Dynamical properties of the Hopfield model using bitwise arithmetics

With his strong tradition in biological physics, UMR168 is an ideal place to develop project at the boundary between physics and biology, with a direct experimental counterpart. 

The Hopfield model provided the first simple yet powerful framework for understanding networks of interconnected neurons [1]. The model stores and retrieves memories, and its introduction started a mathematical synergy between neuroscience and computation, and laid conceptual foundations for modern research on neural networks.

The model is based on an energy function similar to that of spin-glass models, and it can be simulated with the well-known Metropolis algorithm. While the equilibrium (static) properties of the model are well known, much less is known about the dynamics that lead to equilibrium.
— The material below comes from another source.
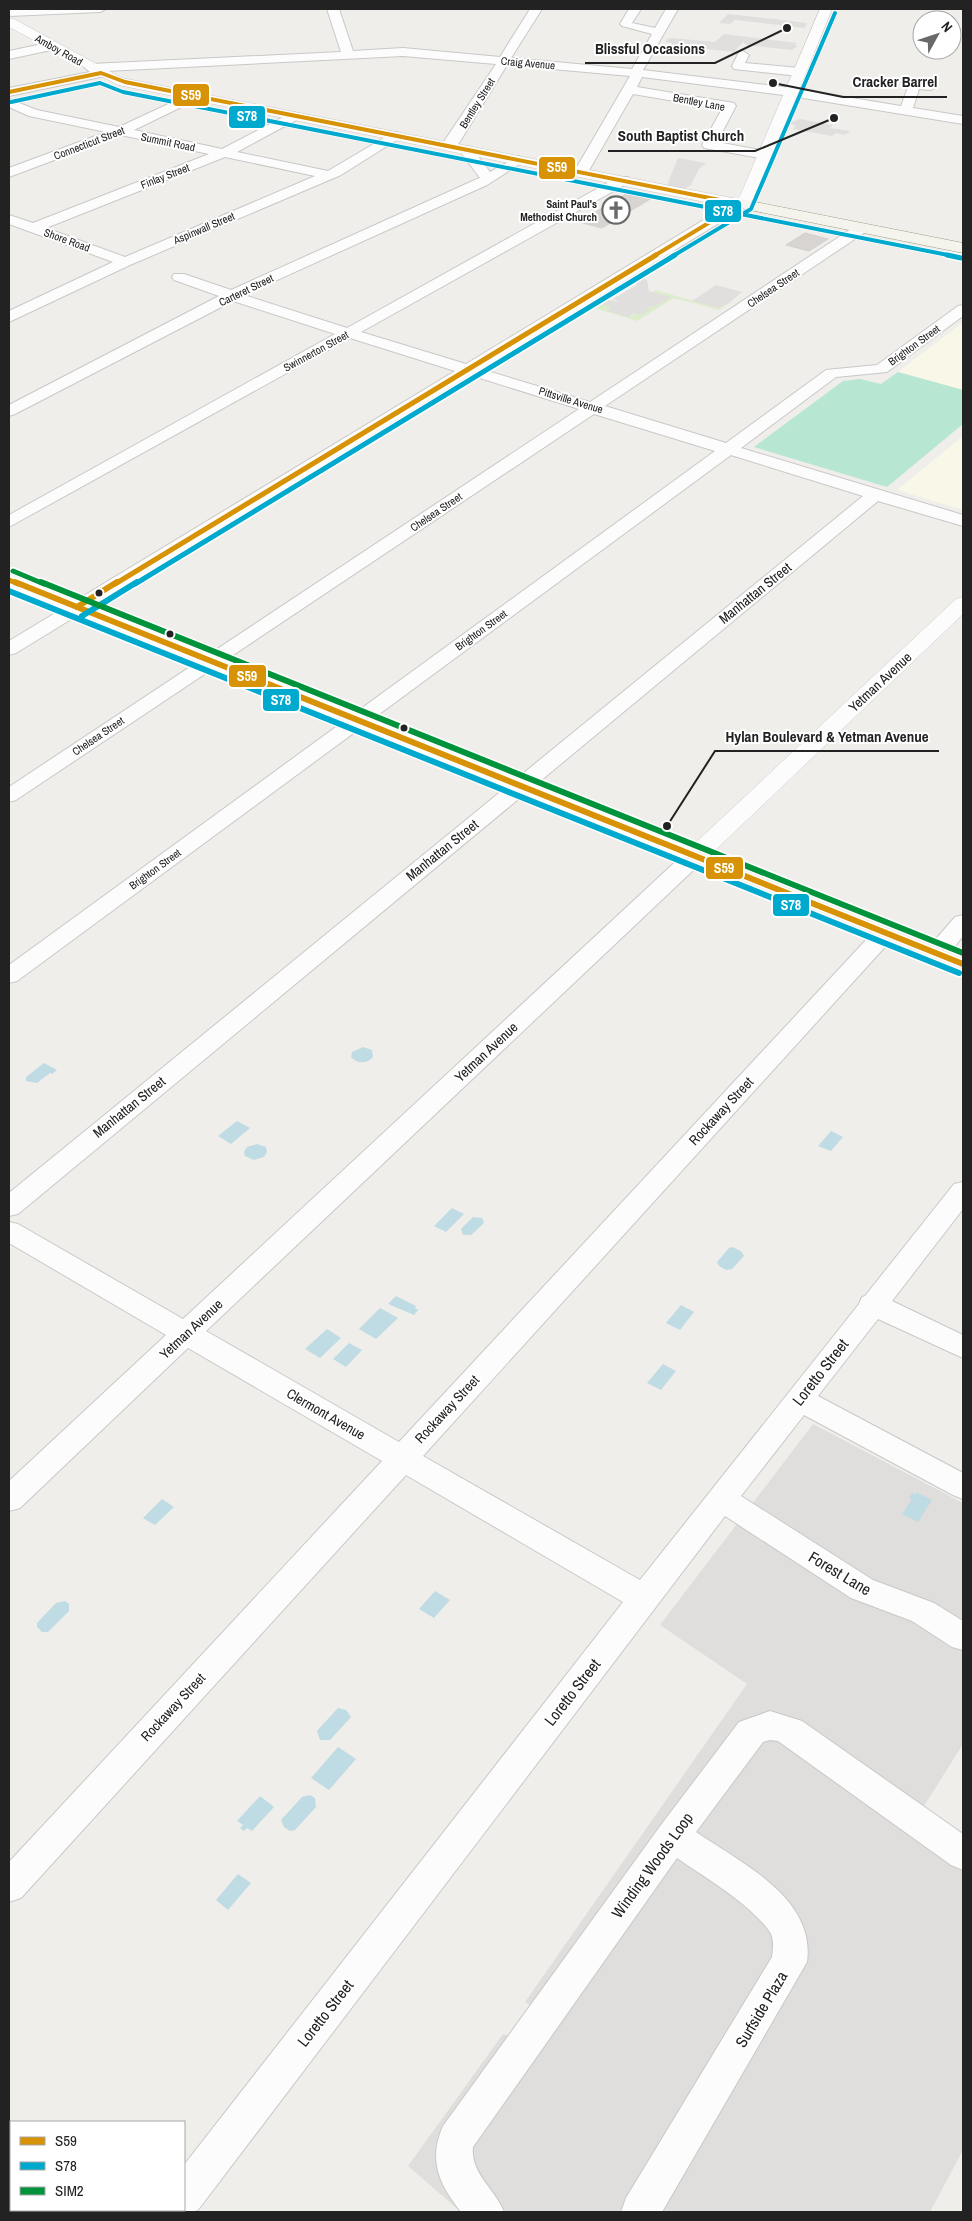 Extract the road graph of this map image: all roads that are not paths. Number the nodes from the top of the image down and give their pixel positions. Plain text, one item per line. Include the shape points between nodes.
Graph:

In this internship, we will focus on the effective dynamics of the Metropolis algorithm—or its variants—for the Hopfield model.

The Metropolis algorithm becomes computationally demanding when one attempts to sample a large number of configurations. This situation occurs, for example, when looking for rare samples in the dynamics, or sampling a large number of initial conditions. In this internship, we propose to design and implement a method to increase the computational yield of the algorithm, which leverages the boolean representation of numbers as they are stored in a computer [2].

This method allows for simulating simultaneously multiple copies of the system, which share the same random number used to perform the dynamical steps. Given that the random-number generation is the bottleneck of the simulation, this parallel algorithm yields a significant computational gain.

The student will be tasked with the numerical implementation of this parallel Metropolis algorithm, and will explore how the system converges to one of its metastable states by starting from different initial conditions, with particular emphasis on the equilibration of the Monte Carlo dynamics.

The student will acquire valuable interdisciplinary skills, such as proficiency in C++, and getting familiar models for neural networks. The internship will mainly take place at UMR 168, Institut Curie, and occasionally at Gulliver Laboratory, UMR 7083, ESPCI, Paris.

References
[1] J. J. Hopfield. Neural networks and physical systems with emergent collective computational properties. Proc. Natl. Acad. Sci. U.S.A., 79:2554–2558, 1982.
[2] Matteo Palassini and Sergio Caracciolo. Monte Carlo Simulation of the Three-dimensional Ising Spin Glass, September 2005.

We are looking for a student with a good background in programming.